Kamloops RCMP Cpl. Crystal Evelyn told KTW officers attended and heard a faint call for help from the basin of the creek, where a man was injured and unable to climb out.

Police then called in Kamloops Fire Rescue and firefighters performed a steep slope rescue.

The man, who is in his 30s, was taken to hospital with non-life threatening injuries. Evelyn said the man said he had fallen and had been in the gully for more than a day.

The man had a broken femur, KFR Platoon Capt. Chris Pretula told KTW. Pretula said the man had slipped and fell down an embankment, but wasn’t sure how far down he plunged.

Assistant KFR Fire Chief Scott Karpiak said RCMP officers hiked in from the bottom of the gully to make contact with the patient and determined, due to the man’s injury and density and steepness of the terrain, he needed to be lifted out of the gully via rope rescue, rather than carried out.

Two KFR rope rescue teams were deployed and the man was lifted out of the gully in a basket stretcher before being handed him off to paramedics. Karpiak said KFR cleared the scene by 7 p.m.

The accident isn’t an uncommon one, Pretula said.

“Definitely on the trails around town, there’s been incidents for sure. Peterson Creek usually gets lots of them,” Pretula said.

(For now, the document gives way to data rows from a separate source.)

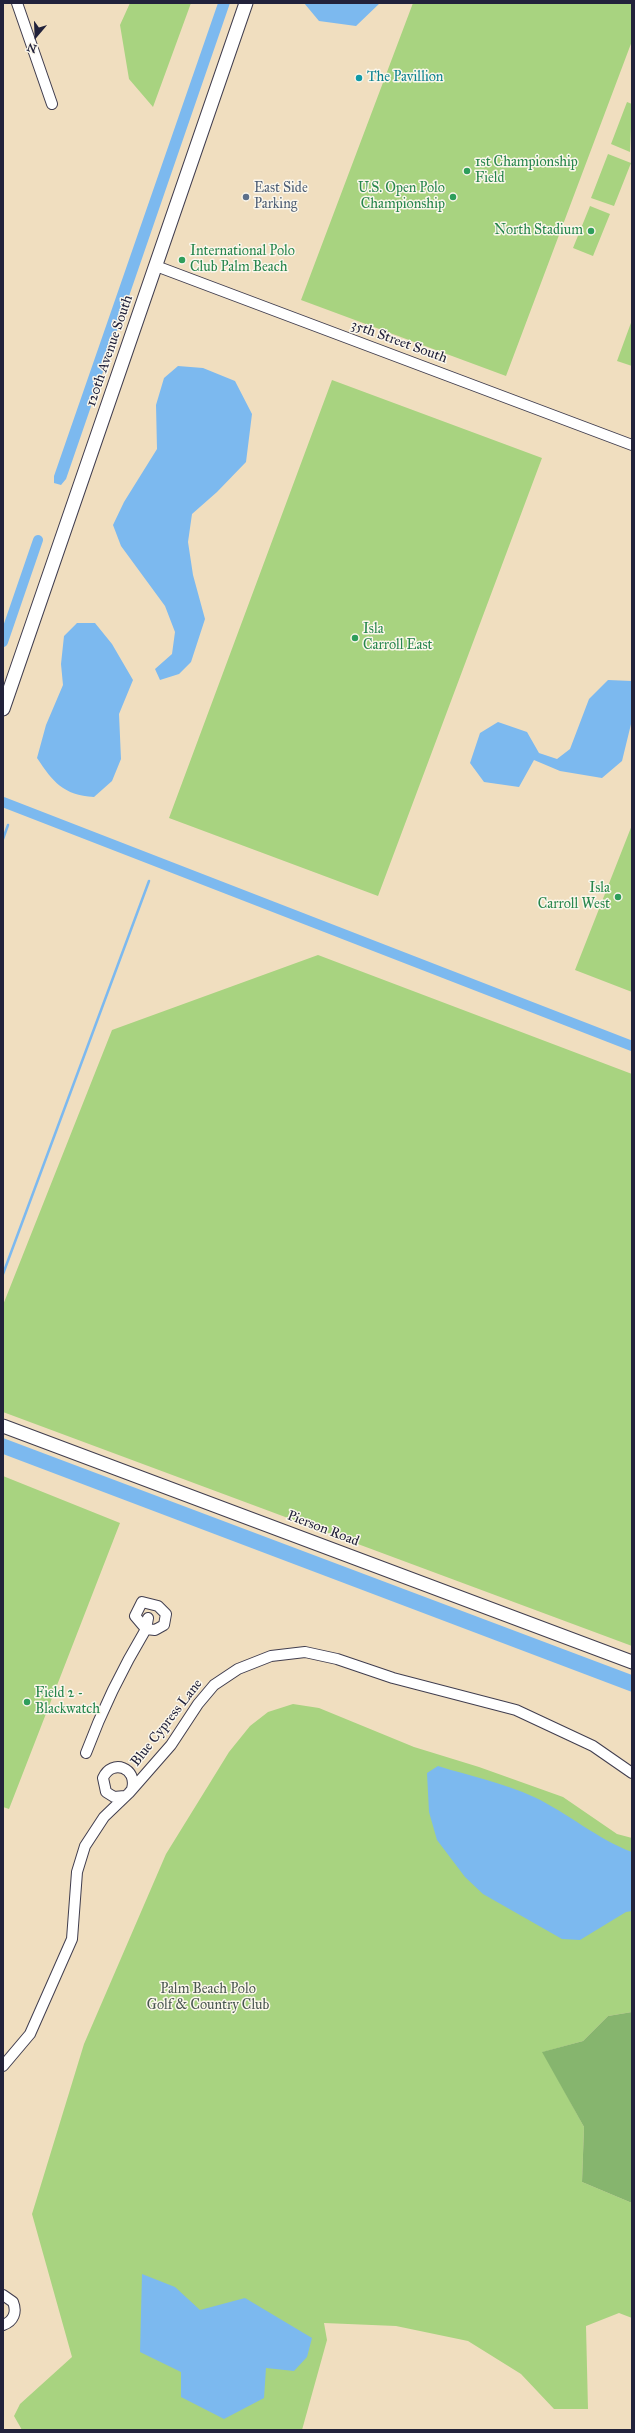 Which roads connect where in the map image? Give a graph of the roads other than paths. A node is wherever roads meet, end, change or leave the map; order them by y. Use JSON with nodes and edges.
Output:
{"nodes":[{"id":1,"x":17,"y":3,"type":"edge"},
{"id":2,"x":246,"y":3,"type":"edge"},
{"id":3,"x":52,"y":104,"type":"dead end"},
{"id":4,"x":156,"y":266,"type":"junction"},
{"id":5,"x":632,"y":445,"type":"edge"},
{"id":6,"x":3,"y":709,"type":"edge"},
{"id":7,"x":3,"y":1426,"type":"edge"},
{"id":8,"x":148,"y":1618,"type":"dead end"},
{"id":9,"x":632,"y":1662,"type":"edge"},
{"id":10,"x":86,"y":1753,"type":"dead end"},
{"id":11,"x":632,"y":1773,"type":"edge"},
{"id":12,"x":3,"y":2066,"type":"edge"},
{"id":13,"x":3,"y":2295,"type":"edge"},
{"id":14,"x":3,"y":2325,"type":"edge"}],
"edges":[{"from":1,"to":3,"type":"street"},
{"from":2,"to":4,"type":"street","name":"120th Avenue South"},
{"from":4,"to":5,"type":"street","name":"35th Street South"},
{"from":4,"to":6,"type":"street","name":"120th Avenue South"},
{"from":7,"to":9,"type":"street","name":"Pierson Road"},
{"from":8,"to":10,"type":"street"},
{"from":11,"to":12,"type":"street","name":"Blue Cypress Lane"},
{"from":13,"to":14,"type":"street"}]}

“It’s a very upsetting situation for sure,” Karpiak said. “He’d certainly be uncomfortable and in a lot of pain. I’d say he’s very fortunate and lucky the residents did hear him.”

Karpiak said he does not know if the man had a cellphone with him.

He advised that people recreating in the city or outside of Kamloops — with or without cellphone — ensure they notify friends or family of where they are going and when they expect to return.